There is significant potential to improve the efficiency of northern Australian beef production systems through more intensive grazing management, breeding and genetic selection. Such improvements may also lower the emissions intensity of production by having fewer unproductive livestock on the property (ie. cows and heifers that do not have a calf) and reducing the time to achieve market weight.
Researchers used two case study properties in western Queensland to investigate the effects on emissions, production and profitability when herds were managed to achieve high reproductive performance (i.e. higher weaning percentages) and earlier joining of heifers.
Both strategies increased turnoff and reduced the emissions intensity of beef production in northern Australia, with increased weaning rates contributing most to these improvements production efficiency.

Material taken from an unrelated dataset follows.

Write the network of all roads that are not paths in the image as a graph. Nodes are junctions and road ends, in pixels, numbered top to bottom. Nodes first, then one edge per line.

The increased production efficiency came about because the number of unproductive cows was minimised, mean breeder weight was lower, and weaning rates were higher.

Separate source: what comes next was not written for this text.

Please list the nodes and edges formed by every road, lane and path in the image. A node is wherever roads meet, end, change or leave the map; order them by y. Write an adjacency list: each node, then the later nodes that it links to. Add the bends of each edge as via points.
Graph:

These results show that improving efficiency of production through increasing weaning rates, early mating and cross breeding is a highly profitable strategy for northern beef producers, though additional investment may be required in fencing or watering points to achieve this improvement in management efficiency.

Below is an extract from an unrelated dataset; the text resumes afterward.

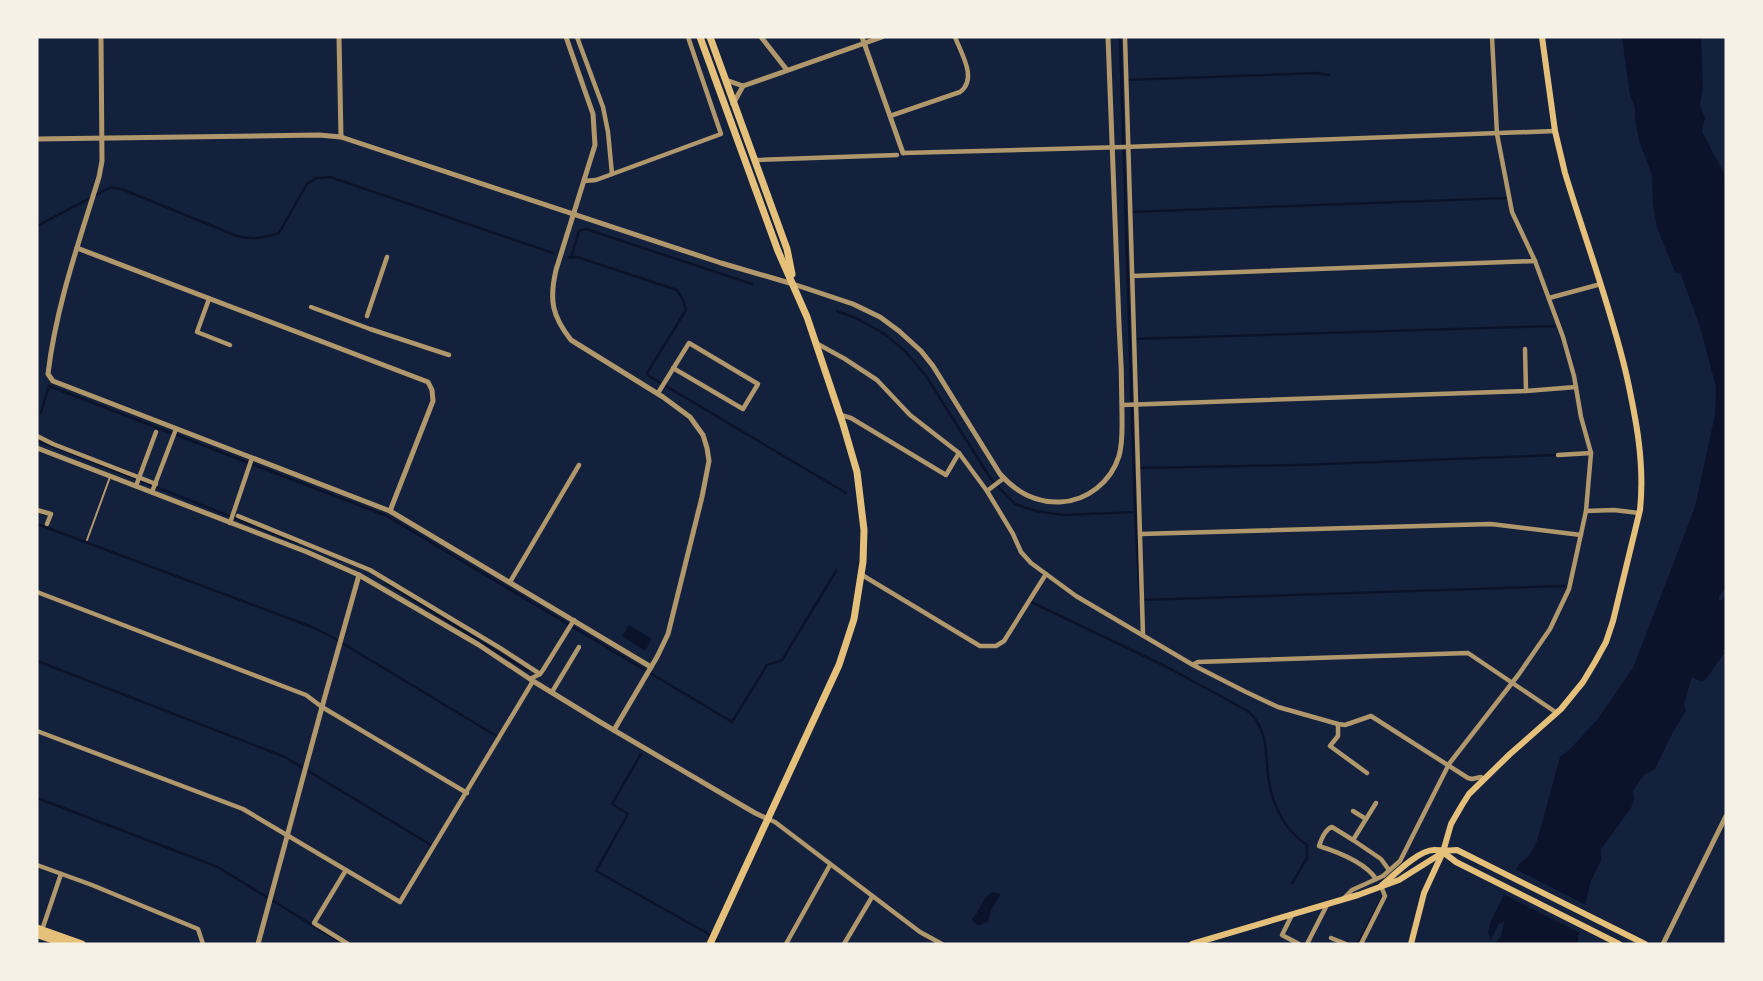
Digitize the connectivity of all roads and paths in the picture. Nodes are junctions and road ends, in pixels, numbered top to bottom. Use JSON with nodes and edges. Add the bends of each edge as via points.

Cullen B, Eckard R, Timms M, Phelps D (2016). The effect of earlier mating and improving fertility on greenhouse gas emissions intensity of beef production in northern Australian herds. The Rangeland Journal, 38, 283-290, http://dx.doi.org/10.1071/RJ15063.
Cullen BR, Timms M, Eckard RJ, Mitchell RA, Whip P, Phelps D (2013). The effect of earlier mating and improving fertility on emissions intensity of beef production in a northern Australian herd. Proceedings of the 2013 International Greenhouse Gas and Animal Agriculture Conference, 23rd to 26th June 2013, Dublin, Ireland.